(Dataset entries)
++++++
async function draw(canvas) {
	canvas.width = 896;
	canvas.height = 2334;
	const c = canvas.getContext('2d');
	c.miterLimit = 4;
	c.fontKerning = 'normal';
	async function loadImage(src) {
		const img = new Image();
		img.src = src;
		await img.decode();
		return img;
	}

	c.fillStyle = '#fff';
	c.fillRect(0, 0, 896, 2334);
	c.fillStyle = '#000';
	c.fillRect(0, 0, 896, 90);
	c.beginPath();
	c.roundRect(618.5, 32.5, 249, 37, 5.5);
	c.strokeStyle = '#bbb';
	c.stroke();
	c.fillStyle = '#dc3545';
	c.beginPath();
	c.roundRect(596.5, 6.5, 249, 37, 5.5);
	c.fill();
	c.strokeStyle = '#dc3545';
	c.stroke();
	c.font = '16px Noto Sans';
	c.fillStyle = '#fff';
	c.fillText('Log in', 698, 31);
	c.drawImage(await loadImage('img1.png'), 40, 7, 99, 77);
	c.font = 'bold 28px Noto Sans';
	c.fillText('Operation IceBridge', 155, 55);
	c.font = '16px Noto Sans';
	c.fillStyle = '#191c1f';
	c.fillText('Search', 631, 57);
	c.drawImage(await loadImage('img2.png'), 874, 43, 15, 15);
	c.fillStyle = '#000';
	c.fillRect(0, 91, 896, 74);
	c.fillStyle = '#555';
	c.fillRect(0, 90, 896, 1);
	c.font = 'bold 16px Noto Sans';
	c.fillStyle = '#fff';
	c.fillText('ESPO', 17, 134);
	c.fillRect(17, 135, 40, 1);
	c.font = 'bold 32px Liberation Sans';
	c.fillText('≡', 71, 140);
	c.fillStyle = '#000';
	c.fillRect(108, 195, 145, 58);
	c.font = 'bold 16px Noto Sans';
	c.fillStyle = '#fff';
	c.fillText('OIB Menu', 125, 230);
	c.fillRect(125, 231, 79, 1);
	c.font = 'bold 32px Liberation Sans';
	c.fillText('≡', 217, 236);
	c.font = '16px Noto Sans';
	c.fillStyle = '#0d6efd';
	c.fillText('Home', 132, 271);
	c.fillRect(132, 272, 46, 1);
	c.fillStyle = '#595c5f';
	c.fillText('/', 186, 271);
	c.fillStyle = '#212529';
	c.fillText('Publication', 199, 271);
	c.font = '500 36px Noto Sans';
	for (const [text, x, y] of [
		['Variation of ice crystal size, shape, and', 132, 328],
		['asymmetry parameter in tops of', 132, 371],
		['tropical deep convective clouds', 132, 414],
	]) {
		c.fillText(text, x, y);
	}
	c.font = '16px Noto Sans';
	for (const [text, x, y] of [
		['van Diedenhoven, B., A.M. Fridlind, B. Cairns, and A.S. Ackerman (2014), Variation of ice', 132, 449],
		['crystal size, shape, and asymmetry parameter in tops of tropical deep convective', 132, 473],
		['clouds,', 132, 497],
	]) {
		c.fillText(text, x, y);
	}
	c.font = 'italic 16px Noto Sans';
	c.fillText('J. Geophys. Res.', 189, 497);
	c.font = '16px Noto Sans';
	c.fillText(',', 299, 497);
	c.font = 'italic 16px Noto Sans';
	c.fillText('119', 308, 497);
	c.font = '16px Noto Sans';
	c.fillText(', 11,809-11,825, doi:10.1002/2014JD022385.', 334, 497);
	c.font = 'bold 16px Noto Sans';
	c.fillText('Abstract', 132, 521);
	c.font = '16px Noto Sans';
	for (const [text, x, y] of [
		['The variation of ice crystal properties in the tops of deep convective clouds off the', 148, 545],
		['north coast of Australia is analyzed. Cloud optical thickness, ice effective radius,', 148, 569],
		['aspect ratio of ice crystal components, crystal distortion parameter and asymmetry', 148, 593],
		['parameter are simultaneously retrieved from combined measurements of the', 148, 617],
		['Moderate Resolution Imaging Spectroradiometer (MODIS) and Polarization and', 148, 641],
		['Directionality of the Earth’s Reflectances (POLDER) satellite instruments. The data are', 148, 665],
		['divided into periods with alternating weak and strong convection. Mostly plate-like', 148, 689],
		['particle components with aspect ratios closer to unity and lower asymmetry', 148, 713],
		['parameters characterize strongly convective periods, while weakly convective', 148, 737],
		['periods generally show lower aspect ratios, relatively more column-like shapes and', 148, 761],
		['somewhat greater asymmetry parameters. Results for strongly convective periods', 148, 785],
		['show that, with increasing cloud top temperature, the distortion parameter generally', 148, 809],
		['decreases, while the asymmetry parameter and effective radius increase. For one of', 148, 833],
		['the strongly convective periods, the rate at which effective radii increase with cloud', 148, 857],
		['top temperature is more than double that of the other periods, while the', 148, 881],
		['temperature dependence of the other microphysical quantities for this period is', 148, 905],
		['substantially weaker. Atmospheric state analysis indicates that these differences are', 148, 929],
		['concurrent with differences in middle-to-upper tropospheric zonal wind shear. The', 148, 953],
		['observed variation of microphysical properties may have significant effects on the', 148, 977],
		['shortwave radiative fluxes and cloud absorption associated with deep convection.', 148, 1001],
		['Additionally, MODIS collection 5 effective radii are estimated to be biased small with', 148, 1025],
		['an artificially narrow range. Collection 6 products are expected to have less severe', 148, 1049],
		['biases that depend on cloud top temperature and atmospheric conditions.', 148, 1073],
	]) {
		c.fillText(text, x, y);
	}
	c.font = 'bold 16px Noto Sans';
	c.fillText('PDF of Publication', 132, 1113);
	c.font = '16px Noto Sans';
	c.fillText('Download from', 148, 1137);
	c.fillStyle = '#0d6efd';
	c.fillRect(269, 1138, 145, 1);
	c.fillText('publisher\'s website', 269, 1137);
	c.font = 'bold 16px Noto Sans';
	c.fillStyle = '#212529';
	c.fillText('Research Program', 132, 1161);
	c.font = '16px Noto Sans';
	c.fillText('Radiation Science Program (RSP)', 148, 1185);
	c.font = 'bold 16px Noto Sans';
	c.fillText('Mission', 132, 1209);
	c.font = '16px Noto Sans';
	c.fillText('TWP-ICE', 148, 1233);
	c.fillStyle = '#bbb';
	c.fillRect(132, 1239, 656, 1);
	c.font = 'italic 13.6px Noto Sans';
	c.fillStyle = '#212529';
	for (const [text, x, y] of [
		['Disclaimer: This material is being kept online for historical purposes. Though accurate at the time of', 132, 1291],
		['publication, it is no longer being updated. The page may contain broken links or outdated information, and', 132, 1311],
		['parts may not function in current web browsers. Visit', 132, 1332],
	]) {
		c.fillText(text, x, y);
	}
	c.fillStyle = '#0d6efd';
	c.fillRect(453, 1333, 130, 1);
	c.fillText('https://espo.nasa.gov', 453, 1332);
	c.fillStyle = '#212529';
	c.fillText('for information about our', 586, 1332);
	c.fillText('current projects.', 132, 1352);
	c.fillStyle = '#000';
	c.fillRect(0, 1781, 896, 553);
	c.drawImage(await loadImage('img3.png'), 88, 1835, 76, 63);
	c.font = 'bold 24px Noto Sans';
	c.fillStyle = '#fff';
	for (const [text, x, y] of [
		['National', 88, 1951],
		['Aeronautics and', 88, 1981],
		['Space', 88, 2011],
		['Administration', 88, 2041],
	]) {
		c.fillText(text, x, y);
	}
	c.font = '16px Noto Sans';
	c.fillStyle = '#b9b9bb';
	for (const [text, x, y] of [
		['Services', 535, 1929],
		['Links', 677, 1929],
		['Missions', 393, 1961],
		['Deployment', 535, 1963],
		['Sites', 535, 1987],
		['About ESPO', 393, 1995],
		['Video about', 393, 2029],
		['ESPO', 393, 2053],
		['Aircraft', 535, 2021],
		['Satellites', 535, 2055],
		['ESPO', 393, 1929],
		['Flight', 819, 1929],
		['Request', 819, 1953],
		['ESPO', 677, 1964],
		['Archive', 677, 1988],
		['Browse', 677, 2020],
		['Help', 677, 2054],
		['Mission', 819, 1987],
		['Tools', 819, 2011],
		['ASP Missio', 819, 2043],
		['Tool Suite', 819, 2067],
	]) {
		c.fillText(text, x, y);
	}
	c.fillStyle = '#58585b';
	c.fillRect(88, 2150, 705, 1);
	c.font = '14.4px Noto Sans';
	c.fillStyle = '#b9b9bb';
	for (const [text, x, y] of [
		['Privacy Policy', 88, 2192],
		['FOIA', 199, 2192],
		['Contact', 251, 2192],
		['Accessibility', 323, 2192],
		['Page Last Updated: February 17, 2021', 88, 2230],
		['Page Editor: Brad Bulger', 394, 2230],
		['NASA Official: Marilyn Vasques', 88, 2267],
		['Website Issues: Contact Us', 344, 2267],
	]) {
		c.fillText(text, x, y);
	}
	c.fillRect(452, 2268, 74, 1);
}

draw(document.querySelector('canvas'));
++++++
#### [REQUIRED ACTION]
From the records above, copy only the lines starting with the line that holds "c.fillRect(0, 90, 896, 1);" and going on through the line that holds "c.fillText('Publication', 199, 271);", exactly as written.

#### [WRITTEN REPLY]
	c.fillRect(0, 90, 896, 1);
	c.font = 'bold 16px Noto Sans';
	c.fillStyle = '#fff';
	c.fillText('ESPO', 17, 134);
	c.fillRect(17, 135, 40, 1);
	c.font = 'bold 32px Liberation Sans';
	c.fillText('≡', 71, 140);
	c.fillStyle = '#000';
	c.fillRect(108, 195, 145, 58);
	c.font = 'bold 16px Noto Sans';
	c.fillStyle = '#fff';
	c.fillText('OIB Menu', 125, 230);
	c.fillRect(125, 231, 79, 1);
	c.font = 'bold 32px Liberation Sans';
	c.fillText('≡', 217, 236);
	c.font = '16px Noto Sans';
	c.fillStyle = '#0d6efd';
	c.fillText('Home', 132, 271);
	c.fillRect(132, 272, 46, 1);
	c.fillStyle = '#595c5f';
	c.fillText('/', 186, 271);
	c.fillStyle = '#212529';
	c.fillText('Publication', 199, 271);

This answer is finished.